+++ Information provided

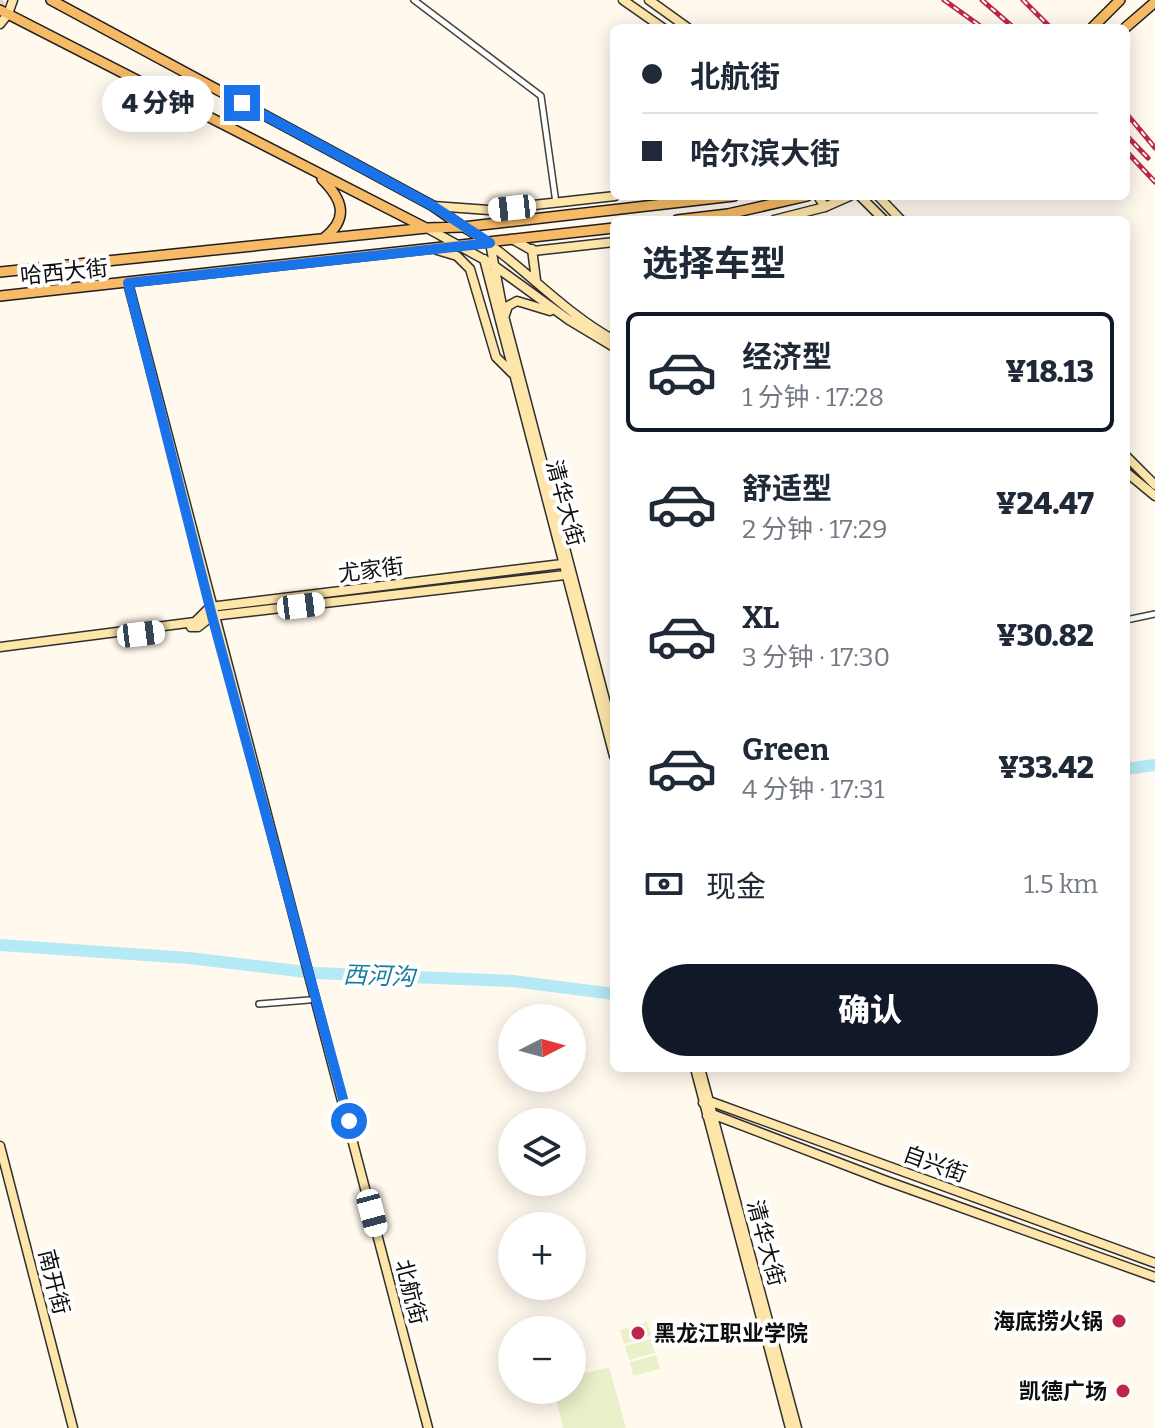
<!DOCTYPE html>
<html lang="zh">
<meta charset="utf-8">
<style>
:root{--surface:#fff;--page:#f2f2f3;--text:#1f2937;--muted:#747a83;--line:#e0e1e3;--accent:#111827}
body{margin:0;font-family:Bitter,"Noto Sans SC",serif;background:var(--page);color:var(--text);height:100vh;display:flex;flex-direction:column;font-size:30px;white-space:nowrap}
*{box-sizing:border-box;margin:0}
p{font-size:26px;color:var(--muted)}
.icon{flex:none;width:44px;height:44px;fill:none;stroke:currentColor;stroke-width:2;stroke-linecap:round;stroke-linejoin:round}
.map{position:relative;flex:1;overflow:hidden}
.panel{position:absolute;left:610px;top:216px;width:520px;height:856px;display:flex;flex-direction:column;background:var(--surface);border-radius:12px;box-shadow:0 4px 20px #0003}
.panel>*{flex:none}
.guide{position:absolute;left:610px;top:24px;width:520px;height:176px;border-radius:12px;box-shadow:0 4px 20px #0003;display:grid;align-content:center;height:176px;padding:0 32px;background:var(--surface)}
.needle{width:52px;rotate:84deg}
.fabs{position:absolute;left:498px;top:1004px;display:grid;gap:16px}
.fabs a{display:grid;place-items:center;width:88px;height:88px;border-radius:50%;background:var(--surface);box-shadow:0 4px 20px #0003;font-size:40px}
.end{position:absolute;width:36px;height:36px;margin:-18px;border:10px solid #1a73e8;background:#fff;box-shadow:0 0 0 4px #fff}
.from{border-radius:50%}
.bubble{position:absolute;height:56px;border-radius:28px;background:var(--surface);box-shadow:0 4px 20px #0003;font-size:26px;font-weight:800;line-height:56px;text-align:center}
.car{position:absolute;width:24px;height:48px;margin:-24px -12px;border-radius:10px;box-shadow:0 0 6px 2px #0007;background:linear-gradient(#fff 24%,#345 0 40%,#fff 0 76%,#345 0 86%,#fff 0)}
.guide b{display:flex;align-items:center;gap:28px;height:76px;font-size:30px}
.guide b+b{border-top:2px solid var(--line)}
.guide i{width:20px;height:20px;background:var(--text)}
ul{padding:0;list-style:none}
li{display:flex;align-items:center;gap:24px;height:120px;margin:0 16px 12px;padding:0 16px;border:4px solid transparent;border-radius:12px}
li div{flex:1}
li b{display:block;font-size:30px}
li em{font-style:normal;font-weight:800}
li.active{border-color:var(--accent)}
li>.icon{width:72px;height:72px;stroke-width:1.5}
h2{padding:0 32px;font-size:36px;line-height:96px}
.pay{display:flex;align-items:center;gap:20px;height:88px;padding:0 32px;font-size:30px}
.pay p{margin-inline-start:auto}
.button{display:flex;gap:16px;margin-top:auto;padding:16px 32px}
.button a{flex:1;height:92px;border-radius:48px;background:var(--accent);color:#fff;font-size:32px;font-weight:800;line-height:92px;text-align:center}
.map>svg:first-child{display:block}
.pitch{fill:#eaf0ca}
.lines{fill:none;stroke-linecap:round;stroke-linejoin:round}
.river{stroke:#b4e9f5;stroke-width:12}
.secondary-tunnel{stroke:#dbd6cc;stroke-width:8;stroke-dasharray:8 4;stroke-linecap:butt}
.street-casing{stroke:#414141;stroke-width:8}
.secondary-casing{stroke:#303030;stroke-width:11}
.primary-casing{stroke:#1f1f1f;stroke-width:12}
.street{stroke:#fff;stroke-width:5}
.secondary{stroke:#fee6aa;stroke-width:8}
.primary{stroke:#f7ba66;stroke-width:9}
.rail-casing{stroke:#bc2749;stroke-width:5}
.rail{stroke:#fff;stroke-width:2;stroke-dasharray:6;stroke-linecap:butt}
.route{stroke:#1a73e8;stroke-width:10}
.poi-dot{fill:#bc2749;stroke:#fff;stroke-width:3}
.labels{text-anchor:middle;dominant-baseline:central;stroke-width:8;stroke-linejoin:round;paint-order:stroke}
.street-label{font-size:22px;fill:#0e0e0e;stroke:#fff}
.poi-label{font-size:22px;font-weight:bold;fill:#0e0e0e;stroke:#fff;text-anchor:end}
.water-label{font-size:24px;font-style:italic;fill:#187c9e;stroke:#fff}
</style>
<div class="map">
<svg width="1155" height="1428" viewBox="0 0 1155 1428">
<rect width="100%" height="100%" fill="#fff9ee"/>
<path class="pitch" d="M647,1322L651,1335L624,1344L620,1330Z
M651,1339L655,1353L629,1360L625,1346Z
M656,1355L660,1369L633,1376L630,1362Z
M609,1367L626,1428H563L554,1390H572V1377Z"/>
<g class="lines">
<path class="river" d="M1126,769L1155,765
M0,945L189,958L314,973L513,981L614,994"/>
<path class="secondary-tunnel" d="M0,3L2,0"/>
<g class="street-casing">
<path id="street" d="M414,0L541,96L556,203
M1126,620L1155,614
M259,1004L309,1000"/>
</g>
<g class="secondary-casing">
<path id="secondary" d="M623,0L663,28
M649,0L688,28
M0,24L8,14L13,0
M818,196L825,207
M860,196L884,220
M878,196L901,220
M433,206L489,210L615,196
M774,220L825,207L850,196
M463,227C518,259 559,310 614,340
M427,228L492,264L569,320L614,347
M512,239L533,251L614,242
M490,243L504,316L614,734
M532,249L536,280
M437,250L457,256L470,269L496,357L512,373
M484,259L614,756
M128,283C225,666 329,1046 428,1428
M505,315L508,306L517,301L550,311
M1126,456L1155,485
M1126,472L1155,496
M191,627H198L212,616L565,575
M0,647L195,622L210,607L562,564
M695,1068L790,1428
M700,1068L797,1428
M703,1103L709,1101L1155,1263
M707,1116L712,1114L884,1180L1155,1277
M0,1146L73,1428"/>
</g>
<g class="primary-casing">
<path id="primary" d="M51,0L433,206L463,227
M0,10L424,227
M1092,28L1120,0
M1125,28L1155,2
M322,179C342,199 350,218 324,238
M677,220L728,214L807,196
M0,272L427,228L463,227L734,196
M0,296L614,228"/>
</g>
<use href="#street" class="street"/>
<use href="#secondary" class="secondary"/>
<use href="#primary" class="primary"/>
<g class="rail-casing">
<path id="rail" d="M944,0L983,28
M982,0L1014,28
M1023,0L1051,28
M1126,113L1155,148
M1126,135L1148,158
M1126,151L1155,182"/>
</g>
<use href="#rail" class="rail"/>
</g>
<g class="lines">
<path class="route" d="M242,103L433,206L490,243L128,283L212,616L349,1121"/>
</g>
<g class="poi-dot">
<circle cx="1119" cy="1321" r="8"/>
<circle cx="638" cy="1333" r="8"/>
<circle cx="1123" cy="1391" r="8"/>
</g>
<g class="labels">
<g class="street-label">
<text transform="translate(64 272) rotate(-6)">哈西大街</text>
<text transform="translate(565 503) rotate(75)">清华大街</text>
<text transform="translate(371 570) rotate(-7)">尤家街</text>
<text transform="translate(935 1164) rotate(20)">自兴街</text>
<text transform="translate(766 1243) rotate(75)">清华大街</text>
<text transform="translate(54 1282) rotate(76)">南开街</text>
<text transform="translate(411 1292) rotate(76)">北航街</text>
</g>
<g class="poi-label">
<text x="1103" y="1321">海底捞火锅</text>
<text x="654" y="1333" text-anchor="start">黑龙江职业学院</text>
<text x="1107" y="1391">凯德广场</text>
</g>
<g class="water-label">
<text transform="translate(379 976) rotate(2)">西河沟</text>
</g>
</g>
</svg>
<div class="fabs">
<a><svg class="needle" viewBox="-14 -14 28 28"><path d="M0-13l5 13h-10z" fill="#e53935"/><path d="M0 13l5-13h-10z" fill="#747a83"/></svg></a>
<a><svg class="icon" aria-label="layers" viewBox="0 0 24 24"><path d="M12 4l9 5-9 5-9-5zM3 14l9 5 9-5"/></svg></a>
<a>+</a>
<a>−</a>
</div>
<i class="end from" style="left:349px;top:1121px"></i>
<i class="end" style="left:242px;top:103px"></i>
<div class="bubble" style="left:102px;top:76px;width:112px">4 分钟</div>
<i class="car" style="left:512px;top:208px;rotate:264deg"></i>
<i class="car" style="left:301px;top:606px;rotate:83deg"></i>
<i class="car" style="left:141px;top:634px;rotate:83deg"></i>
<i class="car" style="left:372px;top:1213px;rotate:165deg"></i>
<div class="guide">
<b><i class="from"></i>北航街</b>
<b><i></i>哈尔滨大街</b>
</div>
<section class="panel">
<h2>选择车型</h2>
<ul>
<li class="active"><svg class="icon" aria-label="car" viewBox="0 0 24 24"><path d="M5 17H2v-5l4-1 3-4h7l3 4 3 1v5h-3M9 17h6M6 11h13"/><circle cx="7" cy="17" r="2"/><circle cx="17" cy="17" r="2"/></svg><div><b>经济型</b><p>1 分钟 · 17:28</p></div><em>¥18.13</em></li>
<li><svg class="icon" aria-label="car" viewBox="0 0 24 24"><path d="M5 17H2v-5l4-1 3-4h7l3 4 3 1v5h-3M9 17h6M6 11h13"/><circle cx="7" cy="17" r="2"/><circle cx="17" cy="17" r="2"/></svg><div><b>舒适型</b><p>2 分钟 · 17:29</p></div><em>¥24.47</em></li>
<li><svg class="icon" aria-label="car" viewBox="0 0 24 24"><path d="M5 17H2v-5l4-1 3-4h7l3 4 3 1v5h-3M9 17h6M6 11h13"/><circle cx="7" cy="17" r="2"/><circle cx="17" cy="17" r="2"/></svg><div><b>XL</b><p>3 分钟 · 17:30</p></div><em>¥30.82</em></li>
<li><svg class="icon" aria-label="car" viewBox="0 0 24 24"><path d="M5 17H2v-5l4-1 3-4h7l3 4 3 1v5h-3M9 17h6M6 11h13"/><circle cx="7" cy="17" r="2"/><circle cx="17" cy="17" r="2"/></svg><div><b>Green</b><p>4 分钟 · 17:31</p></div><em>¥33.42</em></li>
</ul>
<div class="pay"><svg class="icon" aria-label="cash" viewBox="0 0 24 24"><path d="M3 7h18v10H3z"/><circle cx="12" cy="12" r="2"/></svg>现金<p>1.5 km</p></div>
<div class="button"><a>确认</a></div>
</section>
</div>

++++++

* Work item *
Every line above with the string "linejoin" in it should be copied into the answer.

* Response area *
.icon{flex:none;width:44px;height:44px;fill:none;stroke:currentColor;stroke-width:2;stroke-linecap:round;stroke-linejoin:round}
.lines{fill:none;stroke-linecap:round;stroke-linejoin:round}
.labels{text-anchor:middle;dominant-baseline:central;stroke-width:8;stroke-linejoin:round;paint-order:stroke}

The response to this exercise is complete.